[Collected data entries]
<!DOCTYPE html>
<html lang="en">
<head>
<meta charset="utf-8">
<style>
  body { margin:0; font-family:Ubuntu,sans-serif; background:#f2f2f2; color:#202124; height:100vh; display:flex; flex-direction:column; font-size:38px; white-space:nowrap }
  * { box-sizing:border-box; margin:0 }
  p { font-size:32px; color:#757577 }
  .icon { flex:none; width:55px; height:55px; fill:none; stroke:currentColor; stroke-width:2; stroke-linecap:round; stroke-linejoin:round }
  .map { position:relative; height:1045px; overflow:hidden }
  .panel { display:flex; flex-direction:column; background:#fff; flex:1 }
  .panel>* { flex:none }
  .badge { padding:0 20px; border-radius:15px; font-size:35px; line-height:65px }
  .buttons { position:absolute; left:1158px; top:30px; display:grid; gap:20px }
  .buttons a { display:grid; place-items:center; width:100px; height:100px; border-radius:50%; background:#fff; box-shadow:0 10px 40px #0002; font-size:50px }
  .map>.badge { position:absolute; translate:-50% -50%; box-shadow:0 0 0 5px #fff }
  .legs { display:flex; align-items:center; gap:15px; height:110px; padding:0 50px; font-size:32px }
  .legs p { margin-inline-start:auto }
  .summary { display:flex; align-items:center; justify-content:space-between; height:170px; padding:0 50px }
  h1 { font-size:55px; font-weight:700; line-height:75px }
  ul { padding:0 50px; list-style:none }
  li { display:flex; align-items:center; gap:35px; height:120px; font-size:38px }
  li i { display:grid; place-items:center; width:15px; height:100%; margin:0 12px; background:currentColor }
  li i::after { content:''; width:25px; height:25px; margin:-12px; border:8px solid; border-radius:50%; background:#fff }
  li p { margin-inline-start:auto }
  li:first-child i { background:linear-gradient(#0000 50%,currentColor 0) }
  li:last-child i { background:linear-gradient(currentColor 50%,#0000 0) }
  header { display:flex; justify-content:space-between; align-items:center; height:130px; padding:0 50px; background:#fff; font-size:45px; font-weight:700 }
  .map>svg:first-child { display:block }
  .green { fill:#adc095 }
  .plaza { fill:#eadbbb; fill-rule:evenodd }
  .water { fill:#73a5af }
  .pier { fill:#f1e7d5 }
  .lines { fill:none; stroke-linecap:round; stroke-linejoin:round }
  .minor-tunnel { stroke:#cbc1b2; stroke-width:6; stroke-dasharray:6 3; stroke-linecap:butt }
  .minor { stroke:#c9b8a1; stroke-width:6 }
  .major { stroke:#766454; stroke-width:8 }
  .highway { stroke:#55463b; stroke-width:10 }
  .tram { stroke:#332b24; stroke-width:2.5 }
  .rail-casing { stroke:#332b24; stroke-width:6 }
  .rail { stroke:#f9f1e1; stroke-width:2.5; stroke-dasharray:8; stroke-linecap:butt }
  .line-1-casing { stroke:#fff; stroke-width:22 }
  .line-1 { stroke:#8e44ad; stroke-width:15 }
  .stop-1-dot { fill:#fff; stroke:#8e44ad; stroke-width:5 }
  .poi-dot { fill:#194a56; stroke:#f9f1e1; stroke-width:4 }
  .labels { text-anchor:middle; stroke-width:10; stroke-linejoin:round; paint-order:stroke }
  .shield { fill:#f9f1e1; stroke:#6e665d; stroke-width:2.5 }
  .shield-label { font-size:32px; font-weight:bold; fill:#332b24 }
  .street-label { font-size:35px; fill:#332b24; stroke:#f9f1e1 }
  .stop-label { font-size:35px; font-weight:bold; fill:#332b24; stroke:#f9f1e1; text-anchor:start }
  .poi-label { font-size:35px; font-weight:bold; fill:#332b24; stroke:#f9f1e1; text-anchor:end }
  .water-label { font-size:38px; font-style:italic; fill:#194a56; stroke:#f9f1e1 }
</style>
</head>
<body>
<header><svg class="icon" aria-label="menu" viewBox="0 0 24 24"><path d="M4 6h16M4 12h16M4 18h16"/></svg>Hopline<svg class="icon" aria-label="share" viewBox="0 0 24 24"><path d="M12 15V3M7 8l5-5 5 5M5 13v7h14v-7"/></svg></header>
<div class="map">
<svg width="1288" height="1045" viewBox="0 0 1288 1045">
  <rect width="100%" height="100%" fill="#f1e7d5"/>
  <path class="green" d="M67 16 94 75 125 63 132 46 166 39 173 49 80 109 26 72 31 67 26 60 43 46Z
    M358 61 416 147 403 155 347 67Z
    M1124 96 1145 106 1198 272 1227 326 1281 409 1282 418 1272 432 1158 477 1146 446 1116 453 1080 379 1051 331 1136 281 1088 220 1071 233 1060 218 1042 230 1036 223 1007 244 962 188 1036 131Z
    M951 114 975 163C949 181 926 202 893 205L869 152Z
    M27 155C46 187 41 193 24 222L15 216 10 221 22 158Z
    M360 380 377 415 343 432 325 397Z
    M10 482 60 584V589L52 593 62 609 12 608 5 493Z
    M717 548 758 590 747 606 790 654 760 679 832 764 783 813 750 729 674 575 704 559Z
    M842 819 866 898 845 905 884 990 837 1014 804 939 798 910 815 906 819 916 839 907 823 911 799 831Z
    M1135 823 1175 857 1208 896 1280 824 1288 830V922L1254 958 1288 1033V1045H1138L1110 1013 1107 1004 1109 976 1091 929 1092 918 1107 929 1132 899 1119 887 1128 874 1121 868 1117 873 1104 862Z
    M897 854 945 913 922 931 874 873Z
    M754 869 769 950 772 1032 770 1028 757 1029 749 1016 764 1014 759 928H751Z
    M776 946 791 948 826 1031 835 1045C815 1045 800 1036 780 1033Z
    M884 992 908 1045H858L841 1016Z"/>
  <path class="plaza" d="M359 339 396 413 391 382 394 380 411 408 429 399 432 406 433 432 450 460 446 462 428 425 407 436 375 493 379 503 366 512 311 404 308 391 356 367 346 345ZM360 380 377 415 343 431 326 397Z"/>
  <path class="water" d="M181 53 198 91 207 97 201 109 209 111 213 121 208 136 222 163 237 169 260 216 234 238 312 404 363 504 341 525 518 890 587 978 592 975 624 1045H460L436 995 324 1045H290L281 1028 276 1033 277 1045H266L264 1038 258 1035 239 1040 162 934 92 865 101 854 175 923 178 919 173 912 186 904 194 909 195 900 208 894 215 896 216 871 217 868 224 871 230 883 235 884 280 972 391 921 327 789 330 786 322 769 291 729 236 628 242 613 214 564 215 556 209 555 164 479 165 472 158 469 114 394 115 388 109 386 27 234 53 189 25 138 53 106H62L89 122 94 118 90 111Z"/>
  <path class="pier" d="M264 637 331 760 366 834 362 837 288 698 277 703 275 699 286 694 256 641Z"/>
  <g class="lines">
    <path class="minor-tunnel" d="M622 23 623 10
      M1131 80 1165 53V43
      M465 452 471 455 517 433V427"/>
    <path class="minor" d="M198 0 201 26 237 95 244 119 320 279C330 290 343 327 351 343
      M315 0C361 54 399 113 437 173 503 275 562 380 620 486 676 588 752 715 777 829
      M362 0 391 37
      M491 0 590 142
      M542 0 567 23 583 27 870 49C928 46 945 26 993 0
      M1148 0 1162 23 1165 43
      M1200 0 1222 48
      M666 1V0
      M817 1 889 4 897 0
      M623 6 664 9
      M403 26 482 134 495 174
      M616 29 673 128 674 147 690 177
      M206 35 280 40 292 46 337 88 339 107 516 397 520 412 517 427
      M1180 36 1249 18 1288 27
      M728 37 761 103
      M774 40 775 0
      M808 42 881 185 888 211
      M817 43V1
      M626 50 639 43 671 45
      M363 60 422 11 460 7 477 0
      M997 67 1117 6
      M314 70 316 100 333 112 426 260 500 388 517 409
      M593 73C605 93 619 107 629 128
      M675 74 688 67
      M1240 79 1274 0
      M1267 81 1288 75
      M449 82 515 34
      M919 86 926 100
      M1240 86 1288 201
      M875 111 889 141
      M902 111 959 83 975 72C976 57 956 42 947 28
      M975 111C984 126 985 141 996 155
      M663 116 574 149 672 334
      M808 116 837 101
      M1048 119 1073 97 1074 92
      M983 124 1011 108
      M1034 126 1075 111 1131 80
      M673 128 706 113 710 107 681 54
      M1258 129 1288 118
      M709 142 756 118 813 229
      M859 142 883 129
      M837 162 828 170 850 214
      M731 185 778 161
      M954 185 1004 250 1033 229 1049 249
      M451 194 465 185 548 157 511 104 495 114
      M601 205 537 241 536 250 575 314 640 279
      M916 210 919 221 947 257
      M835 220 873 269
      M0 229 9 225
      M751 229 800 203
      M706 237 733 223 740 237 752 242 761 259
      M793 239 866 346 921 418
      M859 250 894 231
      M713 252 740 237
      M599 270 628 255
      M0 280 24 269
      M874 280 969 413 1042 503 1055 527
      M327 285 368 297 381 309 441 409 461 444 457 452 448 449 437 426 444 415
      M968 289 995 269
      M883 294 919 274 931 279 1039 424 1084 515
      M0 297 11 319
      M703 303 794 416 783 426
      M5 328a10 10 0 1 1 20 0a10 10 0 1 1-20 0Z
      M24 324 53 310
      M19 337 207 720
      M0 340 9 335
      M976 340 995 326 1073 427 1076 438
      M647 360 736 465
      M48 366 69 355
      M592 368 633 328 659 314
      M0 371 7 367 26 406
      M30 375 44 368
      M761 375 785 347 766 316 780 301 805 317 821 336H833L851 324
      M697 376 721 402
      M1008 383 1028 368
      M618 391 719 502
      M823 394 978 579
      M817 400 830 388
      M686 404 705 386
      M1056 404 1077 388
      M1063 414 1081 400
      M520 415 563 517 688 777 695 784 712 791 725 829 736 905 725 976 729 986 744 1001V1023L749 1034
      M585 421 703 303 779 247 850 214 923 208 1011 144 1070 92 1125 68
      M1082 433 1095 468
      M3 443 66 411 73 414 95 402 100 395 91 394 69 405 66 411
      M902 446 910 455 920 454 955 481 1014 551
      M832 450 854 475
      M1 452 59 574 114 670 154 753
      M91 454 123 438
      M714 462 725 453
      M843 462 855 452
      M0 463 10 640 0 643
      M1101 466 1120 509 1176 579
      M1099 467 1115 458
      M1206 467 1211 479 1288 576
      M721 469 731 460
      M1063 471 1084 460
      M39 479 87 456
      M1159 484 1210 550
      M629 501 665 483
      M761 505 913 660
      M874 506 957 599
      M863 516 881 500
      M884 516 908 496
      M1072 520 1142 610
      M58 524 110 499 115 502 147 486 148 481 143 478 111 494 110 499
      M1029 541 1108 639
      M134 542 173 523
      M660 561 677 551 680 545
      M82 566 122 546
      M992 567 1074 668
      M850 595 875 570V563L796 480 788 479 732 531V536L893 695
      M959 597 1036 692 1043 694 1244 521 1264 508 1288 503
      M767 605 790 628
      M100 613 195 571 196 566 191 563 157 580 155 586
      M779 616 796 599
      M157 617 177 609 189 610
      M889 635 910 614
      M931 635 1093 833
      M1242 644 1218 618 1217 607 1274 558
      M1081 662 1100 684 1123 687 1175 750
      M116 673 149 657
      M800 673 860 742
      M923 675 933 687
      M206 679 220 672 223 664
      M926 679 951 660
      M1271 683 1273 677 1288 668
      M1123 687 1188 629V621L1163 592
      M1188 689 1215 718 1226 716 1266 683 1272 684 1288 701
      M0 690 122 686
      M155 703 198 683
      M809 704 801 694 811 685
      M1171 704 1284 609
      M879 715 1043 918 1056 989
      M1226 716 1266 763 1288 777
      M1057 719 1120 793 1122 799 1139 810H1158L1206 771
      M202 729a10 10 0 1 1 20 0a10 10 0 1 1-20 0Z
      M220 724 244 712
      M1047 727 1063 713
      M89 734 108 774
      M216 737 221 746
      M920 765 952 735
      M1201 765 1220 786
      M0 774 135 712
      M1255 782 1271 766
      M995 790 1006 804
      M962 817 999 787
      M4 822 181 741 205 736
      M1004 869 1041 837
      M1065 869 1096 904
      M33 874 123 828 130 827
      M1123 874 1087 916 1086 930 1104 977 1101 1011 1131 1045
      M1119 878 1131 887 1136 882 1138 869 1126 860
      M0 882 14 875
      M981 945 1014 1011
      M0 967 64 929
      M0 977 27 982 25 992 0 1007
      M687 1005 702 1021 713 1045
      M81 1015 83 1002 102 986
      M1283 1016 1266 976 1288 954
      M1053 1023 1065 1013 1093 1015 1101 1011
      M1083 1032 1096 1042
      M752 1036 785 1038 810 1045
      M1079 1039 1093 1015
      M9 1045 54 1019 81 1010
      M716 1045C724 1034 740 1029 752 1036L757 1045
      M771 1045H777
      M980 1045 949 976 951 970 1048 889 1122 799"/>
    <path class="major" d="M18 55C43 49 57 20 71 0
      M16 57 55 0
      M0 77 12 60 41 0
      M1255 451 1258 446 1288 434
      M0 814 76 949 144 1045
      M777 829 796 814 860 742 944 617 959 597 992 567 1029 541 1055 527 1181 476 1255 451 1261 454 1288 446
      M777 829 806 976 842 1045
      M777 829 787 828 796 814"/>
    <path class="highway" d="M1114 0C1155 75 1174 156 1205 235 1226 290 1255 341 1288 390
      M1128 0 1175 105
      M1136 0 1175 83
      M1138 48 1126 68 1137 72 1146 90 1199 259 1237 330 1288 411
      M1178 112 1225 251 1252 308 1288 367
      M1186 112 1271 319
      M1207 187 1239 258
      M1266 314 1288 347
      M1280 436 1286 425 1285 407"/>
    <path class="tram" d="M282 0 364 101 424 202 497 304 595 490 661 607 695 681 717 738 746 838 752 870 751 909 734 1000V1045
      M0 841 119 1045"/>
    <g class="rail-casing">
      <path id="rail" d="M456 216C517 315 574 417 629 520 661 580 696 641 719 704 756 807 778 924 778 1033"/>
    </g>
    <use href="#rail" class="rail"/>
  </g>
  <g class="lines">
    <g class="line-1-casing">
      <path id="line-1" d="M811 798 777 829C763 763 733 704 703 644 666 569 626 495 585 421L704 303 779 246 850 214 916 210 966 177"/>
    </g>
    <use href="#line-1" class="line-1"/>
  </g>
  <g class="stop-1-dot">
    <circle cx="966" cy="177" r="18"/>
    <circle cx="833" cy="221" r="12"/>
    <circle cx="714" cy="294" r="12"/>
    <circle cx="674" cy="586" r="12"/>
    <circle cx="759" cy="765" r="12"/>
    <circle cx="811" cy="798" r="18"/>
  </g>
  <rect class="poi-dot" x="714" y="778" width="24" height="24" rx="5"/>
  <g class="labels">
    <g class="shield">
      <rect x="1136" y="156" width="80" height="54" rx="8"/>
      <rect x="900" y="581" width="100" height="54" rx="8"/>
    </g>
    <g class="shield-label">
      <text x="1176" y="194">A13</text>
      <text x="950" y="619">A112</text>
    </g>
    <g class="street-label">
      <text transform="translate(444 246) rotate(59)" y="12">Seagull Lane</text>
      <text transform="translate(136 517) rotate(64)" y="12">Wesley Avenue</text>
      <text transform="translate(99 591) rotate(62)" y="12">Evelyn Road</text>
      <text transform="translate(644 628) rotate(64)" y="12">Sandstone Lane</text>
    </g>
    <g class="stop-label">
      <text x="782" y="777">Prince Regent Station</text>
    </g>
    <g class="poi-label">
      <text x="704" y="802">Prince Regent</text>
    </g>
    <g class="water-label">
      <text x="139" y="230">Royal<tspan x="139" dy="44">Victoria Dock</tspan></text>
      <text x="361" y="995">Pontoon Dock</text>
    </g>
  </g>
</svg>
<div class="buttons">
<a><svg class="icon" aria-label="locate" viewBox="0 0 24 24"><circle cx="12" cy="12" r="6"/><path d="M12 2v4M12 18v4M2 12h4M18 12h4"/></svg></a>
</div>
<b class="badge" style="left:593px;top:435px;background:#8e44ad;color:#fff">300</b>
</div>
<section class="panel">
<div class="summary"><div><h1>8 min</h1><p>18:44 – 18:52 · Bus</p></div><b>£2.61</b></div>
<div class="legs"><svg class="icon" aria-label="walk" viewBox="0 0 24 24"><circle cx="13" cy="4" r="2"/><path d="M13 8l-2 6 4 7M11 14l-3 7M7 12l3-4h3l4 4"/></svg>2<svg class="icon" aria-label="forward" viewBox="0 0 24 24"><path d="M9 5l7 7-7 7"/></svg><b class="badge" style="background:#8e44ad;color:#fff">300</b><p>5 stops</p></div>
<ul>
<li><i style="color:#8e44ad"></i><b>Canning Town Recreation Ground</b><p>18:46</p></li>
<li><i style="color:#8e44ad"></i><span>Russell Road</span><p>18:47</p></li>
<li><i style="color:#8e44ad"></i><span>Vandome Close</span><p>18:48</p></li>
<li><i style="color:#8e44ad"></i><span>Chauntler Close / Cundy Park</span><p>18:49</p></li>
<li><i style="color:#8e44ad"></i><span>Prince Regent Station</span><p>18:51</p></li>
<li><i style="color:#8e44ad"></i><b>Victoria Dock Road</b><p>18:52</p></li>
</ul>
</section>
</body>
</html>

▸ **ACTION ITEM**
From the data above, output exactly the lines between the one containing "M449 82 515 34" and the one containing "M983 124 1011 108", counting both of them.

▸ **OUTPUT**
      M449 82 515 34
      M919 86 926 100
      M1240 86 1288 201
      M875 111 889 141
      M902 111 959 83 975 72C976 57 956 42 947 28
      M975 111C984 126 985 141 996 155
      M663 116 574 149 672 334
      M808 116 837 101
      M1048 119 1073 97 1074 92
      M983 124 1011 108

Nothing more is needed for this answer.